▶ WHAT TO DO:
Wherever the string "column" occurs in a line of these records, report that line.

· · · · · · ·

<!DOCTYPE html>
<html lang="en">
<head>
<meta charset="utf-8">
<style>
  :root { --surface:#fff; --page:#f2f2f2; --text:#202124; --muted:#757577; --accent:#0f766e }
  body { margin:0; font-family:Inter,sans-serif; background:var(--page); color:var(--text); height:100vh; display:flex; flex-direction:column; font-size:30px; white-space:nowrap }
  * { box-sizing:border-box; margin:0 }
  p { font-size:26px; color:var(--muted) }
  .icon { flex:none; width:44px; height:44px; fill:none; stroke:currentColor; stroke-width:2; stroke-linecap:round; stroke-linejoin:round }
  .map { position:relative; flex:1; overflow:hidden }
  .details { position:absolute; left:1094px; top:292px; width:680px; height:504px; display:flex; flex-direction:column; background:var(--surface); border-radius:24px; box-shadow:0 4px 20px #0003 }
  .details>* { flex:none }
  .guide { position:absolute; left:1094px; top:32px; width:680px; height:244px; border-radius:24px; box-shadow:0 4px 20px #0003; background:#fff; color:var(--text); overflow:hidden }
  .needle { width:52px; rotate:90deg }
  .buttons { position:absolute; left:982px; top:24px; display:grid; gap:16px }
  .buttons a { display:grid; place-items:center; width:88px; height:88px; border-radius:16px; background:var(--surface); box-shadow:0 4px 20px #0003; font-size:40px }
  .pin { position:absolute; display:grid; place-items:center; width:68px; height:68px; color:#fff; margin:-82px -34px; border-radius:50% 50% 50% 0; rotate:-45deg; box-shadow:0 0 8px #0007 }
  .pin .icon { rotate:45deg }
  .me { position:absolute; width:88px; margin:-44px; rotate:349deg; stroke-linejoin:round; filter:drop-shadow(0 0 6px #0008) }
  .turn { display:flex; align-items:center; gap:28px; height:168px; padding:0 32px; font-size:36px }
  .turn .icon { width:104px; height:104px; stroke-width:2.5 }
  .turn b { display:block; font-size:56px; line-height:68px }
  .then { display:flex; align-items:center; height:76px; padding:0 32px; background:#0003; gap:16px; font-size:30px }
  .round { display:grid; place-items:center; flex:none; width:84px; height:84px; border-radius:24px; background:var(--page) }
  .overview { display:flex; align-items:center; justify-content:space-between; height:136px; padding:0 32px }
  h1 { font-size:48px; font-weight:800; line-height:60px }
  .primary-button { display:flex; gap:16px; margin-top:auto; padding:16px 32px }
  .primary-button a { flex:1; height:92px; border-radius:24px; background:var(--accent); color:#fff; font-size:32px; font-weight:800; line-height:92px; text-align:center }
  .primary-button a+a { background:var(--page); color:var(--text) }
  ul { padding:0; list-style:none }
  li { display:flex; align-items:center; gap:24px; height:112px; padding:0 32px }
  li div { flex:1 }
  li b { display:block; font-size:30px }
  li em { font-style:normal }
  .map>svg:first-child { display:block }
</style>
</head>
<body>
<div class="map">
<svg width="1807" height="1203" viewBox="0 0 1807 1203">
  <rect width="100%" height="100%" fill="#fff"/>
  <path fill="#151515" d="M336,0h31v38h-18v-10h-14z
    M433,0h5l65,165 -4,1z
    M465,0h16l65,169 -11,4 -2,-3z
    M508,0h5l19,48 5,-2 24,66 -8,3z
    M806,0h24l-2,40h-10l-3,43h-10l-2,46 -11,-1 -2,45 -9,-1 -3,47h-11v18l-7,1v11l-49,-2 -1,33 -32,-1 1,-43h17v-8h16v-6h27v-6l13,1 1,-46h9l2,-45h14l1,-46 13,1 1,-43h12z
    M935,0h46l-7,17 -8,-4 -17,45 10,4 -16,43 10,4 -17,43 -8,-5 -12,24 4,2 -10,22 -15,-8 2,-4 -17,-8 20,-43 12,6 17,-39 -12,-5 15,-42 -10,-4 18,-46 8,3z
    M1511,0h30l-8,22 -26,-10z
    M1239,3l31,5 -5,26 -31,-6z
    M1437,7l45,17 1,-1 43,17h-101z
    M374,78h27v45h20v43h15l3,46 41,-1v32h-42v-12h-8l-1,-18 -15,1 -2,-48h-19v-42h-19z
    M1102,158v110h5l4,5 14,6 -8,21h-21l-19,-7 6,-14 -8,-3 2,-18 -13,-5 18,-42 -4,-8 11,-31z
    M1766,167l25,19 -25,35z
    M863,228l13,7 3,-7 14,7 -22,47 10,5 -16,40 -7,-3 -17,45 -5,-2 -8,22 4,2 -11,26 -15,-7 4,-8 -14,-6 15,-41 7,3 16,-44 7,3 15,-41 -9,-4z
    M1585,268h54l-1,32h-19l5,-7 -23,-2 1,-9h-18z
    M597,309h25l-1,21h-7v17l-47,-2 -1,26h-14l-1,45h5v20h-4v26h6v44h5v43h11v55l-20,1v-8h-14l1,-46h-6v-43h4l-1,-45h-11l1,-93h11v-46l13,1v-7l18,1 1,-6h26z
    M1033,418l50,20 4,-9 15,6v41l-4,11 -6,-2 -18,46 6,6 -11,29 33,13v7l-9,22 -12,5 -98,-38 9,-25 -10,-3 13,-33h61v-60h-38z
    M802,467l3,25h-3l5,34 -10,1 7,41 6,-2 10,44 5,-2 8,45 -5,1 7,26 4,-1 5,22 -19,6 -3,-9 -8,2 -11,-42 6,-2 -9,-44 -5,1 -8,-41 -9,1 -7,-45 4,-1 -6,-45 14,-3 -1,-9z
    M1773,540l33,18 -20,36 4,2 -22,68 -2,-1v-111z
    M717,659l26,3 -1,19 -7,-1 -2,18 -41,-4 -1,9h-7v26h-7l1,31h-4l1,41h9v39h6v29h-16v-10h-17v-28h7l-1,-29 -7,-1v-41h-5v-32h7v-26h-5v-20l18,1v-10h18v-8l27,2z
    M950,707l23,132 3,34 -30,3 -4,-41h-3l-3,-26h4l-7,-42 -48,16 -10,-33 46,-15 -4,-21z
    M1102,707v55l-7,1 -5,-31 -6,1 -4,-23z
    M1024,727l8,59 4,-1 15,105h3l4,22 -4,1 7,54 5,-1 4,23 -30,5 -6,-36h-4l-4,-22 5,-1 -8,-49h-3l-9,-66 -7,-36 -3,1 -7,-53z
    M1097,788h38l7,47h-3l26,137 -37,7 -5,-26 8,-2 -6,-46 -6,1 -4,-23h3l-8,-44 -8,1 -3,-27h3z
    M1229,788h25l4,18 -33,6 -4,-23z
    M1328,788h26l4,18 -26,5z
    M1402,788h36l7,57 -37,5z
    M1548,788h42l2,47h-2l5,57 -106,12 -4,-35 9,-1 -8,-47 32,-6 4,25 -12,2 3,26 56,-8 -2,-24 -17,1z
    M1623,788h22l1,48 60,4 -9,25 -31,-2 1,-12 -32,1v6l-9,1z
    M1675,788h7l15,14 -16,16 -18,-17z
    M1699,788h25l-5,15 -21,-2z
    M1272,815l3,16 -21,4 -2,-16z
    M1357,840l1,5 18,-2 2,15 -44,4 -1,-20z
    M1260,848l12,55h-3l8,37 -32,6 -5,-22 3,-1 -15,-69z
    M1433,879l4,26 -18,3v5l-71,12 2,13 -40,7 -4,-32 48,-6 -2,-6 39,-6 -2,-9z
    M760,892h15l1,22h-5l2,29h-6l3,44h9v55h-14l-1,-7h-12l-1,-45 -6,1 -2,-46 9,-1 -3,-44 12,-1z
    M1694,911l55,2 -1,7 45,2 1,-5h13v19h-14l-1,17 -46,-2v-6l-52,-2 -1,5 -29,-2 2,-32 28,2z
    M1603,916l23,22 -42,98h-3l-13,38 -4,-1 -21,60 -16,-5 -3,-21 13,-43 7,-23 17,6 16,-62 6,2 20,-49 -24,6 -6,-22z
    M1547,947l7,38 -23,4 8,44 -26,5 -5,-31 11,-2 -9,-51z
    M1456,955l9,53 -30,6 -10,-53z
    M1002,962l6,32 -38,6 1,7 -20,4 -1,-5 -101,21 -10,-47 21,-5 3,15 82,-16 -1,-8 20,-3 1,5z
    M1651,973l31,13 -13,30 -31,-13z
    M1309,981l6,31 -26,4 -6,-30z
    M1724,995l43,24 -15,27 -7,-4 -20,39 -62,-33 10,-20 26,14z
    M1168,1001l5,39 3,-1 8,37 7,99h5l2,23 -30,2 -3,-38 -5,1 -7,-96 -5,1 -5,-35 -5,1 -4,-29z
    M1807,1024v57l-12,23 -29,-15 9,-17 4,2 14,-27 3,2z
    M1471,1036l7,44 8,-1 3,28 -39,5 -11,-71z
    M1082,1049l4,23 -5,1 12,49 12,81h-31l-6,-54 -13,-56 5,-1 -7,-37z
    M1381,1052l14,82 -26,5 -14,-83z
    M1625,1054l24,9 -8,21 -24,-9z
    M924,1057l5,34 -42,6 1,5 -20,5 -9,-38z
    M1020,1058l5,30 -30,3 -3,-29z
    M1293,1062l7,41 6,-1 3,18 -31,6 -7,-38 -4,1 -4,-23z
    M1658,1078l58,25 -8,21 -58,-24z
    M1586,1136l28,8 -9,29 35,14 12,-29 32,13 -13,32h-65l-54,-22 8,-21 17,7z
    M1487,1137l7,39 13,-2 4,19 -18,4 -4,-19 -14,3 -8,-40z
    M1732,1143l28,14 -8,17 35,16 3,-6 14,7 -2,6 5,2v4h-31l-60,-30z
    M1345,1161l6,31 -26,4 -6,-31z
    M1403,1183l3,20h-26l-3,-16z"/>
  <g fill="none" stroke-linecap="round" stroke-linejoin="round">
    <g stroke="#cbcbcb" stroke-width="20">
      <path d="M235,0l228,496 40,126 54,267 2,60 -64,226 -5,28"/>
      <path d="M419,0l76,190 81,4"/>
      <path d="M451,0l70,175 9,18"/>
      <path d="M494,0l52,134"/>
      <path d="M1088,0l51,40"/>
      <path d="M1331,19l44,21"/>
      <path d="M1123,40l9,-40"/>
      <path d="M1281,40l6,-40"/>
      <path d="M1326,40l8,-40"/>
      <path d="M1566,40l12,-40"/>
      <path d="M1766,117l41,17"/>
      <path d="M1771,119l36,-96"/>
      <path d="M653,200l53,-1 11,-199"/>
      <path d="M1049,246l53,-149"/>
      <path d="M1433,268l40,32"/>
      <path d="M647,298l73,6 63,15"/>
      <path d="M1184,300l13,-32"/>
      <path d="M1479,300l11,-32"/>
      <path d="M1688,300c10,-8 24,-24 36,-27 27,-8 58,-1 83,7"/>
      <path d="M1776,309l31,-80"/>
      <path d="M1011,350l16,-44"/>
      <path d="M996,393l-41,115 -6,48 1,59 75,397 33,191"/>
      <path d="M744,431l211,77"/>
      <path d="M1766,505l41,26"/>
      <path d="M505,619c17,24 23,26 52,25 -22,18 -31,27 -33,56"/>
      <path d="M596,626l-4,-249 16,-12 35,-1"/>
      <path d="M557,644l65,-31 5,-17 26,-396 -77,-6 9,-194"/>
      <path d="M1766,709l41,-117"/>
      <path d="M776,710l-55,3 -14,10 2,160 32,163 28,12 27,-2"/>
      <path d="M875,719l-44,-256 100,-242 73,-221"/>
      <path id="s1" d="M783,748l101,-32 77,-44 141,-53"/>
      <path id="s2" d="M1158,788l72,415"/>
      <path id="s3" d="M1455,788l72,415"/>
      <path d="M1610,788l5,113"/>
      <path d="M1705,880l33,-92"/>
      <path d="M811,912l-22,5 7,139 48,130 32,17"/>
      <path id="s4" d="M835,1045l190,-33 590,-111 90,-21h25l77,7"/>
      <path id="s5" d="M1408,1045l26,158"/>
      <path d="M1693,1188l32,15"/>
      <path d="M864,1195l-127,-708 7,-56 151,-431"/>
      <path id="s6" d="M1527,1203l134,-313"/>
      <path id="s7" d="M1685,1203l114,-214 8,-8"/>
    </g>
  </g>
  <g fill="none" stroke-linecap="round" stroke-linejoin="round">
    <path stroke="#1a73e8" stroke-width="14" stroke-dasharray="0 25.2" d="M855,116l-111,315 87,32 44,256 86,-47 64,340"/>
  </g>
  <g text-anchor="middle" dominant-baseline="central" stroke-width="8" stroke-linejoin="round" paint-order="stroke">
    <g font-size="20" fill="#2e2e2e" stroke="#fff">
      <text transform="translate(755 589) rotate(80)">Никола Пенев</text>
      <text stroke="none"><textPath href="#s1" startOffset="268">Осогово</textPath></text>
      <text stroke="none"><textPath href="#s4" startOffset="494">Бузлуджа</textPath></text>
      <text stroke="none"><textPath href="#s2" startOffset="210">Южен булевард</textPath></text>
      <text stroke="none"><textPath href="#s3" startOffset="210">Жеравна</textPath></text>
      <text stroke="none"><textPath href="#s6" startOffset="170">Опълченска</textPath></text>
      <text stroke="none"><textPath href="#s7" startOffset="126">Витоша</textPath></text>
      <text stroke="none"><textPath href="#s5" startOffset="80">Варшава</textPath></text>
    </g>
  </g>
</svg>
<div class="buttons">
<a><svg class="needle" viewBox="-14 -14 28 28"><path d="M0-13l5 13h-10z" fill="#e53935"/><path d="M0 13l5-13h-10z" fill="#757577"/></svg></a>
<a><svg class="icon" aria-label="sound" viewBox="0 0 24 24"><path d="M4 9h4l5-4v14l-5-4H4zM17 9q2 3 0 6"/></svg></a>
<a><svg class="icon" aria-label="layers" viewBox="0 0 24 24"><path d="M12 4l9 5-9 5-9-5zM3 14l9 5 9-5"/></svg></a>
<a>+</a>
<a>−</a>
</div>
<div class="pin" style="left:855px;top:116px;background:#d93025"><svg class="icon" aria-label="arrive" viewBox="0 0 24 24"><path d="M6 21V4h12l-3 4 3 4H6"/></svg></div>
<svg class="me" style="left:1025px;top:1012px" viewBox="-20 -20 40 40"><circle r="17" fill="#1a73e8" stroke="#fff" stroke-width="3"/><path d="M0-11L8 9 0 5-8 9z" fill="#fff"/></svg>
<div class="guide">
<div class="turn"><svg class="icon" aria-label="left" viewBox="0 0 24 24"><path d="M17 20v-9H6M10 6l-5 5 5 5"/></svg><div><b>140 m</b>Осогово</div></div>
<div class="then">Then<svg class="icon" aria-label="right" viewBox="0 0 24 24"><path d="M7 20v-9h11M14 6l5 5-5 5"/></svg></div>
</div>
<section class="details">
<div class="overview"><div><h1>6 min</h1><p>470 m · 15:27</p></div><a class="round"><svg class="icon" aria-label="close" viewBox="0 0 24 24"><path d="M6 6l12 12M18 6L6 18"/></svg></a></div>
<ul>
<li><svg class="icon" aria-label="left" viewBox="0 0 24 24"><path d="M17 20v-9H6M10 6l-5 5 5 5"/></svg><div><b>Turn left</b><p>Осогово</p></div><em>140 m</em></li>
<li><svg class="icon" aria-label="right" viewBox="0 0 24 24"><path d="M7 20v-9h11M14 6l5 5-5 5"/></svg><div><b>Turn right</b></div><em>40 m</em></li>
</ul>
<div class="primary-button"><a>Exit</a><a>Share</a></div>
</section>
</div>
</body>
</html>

· · · · · · ·

▶ WRITTEN ANSWER:
  body { margin:0; font-family:Inter,sans-serif; background:var(--page); color:var(--text); height:100vh; display:flex; flex-direction:column; font-size:30px; white-space:nowrap }
  .details { position:absolute; left:1094px; top:292px; width:680px; height:504px; display:flex; flex-direction:column; background:var(--surface); border-radius:24px; box-shadow:0 4px 20px #0003 }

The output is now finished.